:: Given data ::
Content starts

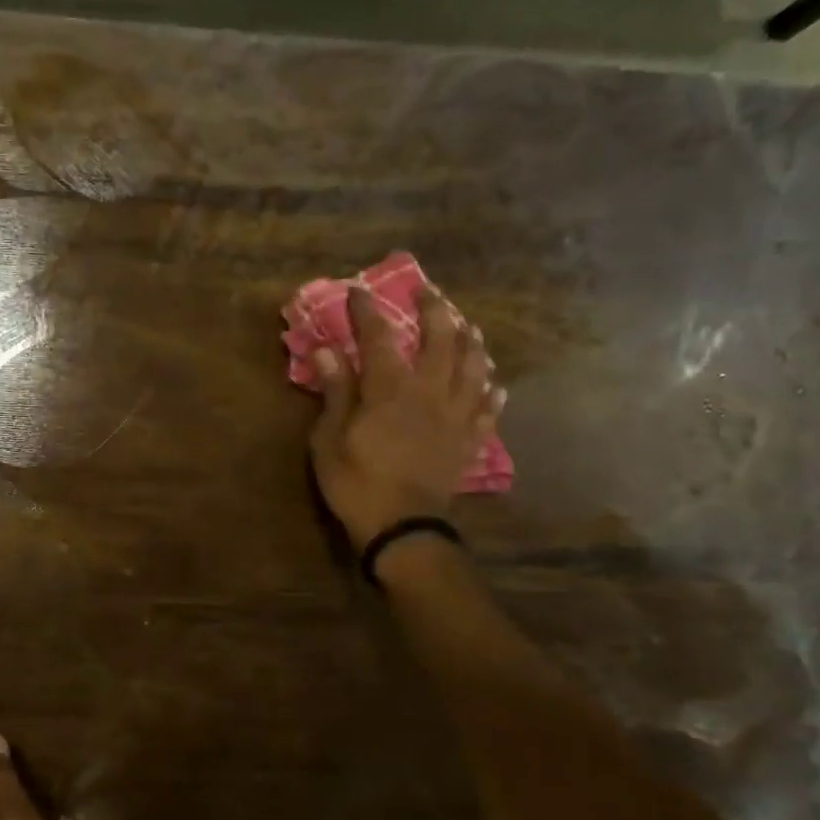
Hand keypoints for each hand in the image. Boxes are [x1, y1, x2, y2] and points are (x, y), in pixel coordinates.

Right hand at [309, 284, 504, 546]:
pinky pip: (487, 409)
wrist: (403, 529)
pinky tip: (493, 383)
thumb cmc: (357, 484)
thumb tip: (325, 349)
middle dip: (434, 309)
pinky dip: (491, 391)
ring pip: (473, 366)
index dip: (367, 311)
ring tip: (468, 326)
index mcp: (390, 389)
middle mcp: (429, 391)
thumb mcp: (329, 439)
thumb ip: (334, 392)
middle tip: (428, 291)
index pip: (378, 336)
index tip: (358, 291)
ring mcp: (455, 415)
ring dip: (470, 341)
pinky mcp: (469, 440)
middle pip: (440, 339)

Content ends

:: Action item ::
Would you retype the listing above exactly, omitting its pictures?

:: Task result ::
Hand keypoints for each hand in the image. Boxes are [x1, y1, x2, y2] and points are (x, y), in pixel coordinates.

Right hand at [309, 284, 504, 546]:
pinky pip: (487, 409)
wrist: (403, 529)
pinky tip: (493, 383)
thumb cmc: (357, 484)
thumb tip: (325, 349)
middle dip: (434, 309)
pinky dip: (491, 391)
ring pip: (473, 366)
index dip: (367, 311)
ring tip: (468, 326)
index mcp: (390, 389)
middle mcp: (429, 391)
thumb mcp: (329, 439)
thumb ip: (334, 392)
middle tip: (428, 291)
index pip: (378, 336)
index tip: (358, 291)
ring mcp: (455, 415)
ring dip: (470, 341)
pinky mcp: (469, 440)
middle pip: (440, 339)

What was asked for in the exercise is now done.